Where is the risk in global financial markets?

UK Weekly, Jul 13, 2007

* Risk spreads and financial market volatility have declined significantly in recent years, but the evidence suggests that these benign financial market conditions are linked mostly to cyclical rather than structural factors - notably strong world growth and high corporate profitability. Markets appear to have projected this positive cyclical picture into the indefinite future, resulting in prices for risky assets that offer little insurance against even a moderate worsening in financial market conditions.

* A prolonged period of low long-term interest rates may have led to the mispricing of risky assets. An upward correction in long-term rates would probably have a modest negative impact on global growth, but the bigger risk looks to be that higher long-term rates could trigger large corrections in a number of markets which look overvalued.

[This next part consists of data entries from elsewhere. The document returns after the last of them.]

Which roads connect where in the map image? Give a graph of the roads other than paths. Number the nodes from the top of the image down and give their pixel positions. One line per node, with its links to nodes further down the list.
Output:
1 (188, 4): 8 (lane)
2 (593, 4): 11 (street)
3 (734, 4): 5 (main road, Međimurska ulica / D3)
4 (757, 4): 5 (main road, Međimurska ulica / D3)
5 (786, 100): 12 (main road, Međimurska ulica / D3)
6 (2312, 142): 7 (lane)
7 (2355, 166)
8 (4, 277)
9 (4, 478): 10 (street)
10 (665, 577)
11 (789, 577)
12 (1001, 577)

* One risky area is the LBO market - LBO financing is now higher as a proportion of GDP than its previous peak in the 1980s, leverage ratios are rising and activity looks vulnerable to tighter global liquidity.

* In the corporate debt market, issuance has risen sharply in recent years, but more worrying is the evidence of a deterioration in credit quality within issuance. The share of the lowest-rated entities in overall issuance has risen significantly and, against this background, current extremely low default rates cannot be expected to persist. In the syndicated loan market, the weight of subinvestment grade issuance is even higher, above 50%.

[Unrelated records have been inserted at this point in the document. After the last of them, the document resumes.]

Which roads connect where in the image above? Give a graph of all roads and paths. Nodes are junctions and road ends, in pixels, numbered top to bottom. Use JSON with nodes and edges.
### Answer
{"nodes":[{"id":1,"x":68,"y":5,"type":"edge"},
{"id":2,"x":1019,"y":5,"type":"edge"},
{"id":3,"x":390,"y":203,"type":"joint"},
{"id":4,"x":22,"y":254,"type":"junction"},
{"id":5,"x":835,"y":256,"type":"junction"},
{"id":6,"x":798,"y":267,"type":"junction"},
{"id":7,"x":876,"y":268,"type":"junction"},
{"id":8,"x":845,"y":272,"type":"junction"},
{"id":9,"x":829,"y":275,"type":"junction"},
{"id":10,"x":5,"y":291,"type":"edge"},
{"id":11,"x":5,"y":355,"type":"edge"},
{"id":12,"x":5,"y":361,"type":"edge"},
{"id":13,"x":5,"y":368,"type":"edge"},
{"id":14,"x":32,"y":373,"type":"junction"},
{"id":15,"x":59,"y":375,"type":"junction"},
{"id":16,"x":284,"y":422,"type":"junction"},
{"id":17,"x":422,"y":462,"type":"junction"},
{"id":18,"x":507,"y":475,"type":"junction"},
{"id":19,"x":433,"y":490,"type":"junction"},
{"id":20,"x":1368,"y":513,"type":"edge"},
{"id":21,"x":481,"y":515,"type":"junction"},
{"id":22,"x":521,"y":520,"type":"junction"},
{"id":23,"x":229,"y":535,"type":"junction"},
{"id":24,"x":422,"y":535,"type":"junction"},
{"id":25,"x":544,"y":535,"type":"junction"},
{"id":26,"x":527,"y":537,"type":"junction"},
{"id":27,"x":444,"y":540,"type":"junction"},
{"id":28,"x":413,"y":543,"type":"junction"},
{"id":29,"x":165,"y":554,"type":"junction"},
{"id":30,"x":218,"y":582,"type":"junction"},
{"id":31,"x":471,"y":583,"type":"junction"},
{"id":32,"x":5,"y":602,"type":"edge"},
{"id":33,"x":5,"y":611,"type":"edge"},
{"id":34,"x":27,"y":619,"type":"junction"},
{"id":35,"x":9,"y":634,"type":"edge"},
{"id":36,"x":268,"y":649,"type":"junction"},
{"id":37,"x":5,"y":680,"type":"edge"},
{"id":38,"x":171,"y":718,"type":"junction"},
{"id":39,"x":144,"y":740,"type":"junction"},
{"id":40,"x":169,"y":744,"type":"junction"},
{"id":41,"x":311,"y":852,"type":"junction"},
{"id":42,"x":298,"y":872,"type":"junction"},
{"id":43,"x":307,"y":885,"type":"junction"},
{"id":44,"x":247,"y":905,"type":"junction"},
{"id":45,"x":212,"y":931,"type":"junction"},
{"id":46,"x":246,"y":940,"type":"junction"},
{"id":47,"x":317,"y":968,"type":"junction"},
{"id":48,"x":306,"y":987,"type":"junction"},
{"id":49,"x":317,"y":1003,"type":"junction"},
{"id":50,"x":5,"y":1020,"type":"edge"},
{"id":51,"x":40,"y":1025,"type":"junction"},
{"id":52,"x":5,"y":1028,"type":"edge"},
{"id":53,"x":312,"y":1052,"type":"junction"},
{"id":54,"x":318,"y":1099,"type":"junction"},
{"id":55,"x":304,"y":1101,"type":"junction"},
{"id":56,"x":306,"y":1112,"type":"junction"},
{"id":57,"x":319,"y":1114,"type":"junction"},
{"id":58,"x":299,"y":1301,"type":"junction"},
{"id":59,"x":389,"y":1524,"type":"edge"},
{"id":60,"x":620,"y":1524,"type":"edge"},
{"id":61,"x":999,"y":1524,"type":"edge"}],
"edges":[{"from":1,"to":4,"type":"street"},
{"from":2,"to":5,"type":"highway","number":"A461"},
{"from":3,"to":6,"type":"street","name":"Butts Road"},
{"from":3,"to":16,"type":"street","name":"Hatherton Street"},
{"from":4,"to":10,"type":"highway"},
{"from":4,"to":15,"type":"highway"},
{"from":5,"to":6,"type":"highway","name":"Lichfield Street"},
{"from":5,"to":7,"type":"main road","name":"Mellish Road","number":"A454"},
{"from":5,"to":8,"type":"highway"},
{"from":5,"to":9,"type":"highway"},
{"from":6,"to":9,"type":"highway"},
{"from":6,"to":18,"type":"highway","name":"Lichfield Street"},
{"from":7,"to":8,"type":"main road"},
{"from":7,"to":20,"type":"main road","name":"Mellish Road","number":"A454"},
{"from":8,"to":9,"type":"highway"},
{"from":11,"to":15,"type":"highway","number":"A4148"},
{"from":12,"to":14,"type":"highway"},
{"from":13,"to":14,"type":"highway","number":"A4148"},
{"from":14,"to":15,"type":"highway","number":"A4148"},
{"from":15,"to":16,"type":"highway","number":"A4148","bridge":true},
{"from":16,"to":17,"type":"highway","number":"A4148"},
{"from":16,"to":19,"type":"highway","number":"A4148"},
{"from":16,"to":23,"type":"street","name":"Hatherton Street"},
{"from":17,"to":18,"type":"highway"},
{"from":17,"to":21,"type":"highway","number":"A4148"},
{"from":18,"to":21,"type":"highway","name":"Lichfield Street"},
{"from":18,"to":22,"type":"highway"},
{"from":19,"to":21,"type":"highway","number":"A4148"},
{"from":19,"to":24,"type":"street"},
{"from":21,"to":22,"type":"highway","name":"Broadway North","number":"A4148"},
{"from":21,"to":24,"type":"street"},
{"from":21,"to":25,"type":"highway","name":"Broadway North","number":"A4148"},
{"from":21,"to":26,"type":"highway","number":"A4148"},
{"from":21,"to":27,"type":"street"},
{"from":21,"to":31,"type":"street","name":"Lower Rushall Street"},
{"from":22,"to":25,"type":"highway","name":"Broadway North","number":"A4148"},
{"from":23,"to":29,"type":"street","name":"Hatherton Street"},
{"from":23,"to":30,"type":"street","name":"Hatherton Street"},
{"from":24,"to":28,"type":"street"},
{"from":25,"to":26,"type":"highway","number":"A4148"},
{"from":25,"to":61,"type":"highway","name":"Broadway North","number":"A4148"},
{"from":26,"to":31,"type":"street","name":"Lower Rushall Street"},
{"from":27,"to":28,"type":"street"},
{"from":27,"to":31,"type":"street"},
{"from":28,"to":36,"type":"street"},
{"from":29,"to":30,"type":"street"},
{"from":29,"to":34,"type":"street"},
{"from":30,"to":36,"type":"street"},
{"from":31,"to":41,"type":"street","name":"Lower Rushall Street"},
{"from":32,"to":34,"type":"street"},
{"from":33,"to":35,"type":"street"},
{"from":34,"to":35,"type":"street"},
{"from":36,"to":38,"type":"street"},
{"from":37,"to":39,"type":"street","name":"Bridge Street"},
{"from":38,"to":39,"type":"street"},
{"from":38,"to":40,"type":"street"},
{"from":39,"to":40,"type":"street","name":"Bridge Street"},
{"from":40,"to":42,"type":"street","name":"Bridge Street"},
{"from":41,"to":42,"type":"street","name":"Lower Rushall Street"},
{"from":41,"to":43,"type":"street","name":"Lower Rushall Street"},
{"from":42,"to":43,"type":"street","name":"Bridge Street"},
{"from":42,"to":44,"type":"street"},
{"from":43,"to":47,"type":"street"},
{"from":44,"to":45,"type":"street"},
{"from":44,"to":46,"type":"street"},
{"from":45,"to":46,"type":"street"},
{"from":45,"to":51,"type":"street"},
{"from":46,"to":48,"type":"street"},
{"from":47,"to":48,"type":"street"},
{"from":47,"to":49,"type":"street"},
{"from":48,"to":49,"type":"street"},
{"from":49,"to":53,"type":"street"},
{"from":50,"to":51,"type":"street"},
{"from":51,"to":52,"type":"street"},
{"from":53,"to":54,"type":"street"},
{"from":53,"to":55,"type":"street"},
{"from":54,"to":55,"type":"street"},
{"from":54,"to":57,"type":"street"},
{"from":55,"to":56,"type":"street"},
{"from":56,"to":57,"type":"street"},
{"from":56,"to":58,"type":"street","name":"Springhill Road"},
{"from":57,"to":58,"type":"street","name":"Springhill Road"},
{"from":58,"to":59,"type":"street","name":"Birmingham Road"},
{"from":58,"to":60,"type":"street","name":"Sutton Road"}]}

* The weakening US housing sector has already had a significant negative impact on US GDP growth, and the worst may already be over. We doubt significant negative wealth effects will materialise, but we are concerned about a wider economic impact from problems in the subprime mortgage market. Rising delinquencies have already led to a sharp weakening in credit default swaps on the lowest-rated subprime-based asset backed securities and there is a risk this distress could spark a broader sell-off in the structured products sector.

* Much attention has recently focused on the possibility that hedge funds post a systemic risk to the global financial system, but we think these concerns may be overdone. Hedge funds already have a high attrition rate, and there is limited evidence that they are crowded into high-risk trades.

* A large correction in the risky markets we have identified could have a significant impact on global GDP growth, because structured products and LBOs have been key elements in the rapid recent growth of financial sector activity. The impact would likely be significant in the US and especially the UK, given the importance of the financial sector in these countries' economies. Growth could be pushed to below-potential levels in both countries

Risk spreads and volatility have declined why?

Over the last few years there has been a remarkable period of spread compression in global financial markets, and also a notable drop in volatility across asset classes, encompassing bonds, equities, money markets, and foreign exchange. There are a variety of possible explanations for this, one of which is that the fall in volatility reflects a drop in macroeconomic volatility - a development which may have been assisted by improved conduct of monetary policy. This explanation is not entirely convincing, however while macroeconomic volatility in the G7 has edged down recently, the big drop occurred in the late 1980s. Macro volatility also remains above the levels seen in the late 1990s - a period when financial market volatility was notably higher than today.

Another possible 'structural factor' leading to lower market volatility may have been financial innovation via an increased supply of hedging and risk transfer instruments like options and credit default swaps. In our view however there is strong evidence to suggest that developments in volatility and spreads have a cyclical rather than structural root. The VIX equity volatility index has tracked movements in corporate profitability relatively well over the last twenty years, albeit with a number of 'spikes' associated with major credit events. The last period when VIX volatility was at today's low levels, in the mid-1990s, was a period of strongly rising corporate profitability, and the drop in VIX volatility since 2003 has been even more closely associated with the surge in corporate profitability that began then.

A further factor that may have contributed to recent benign financial market conditions is the relative absence of major credit shocks. From 1997-2002 there was a series of major shocks which disturbed markets, including the Asian and Russian crises, 9/11, the US recession, the Argentine default and the second Gulf War. Since 2004, markets have had to contend with a surge in oil prices and terrorist incidents, but these have been insufficient to offset the positive impulses from sustained global growth and rising corporate profitability.

In our view, there is evidence that suggests that markets have been projecting current low levels of volatility - and high liquidity - into the indefinite future, a risky thing to do if cyclical factors are indeed behind current benign market conditions. The result of this has been a rapid growth in the supply of and demand for risky assets, at prices which have offered little insurance against even a moderate worsening in financial market conditions.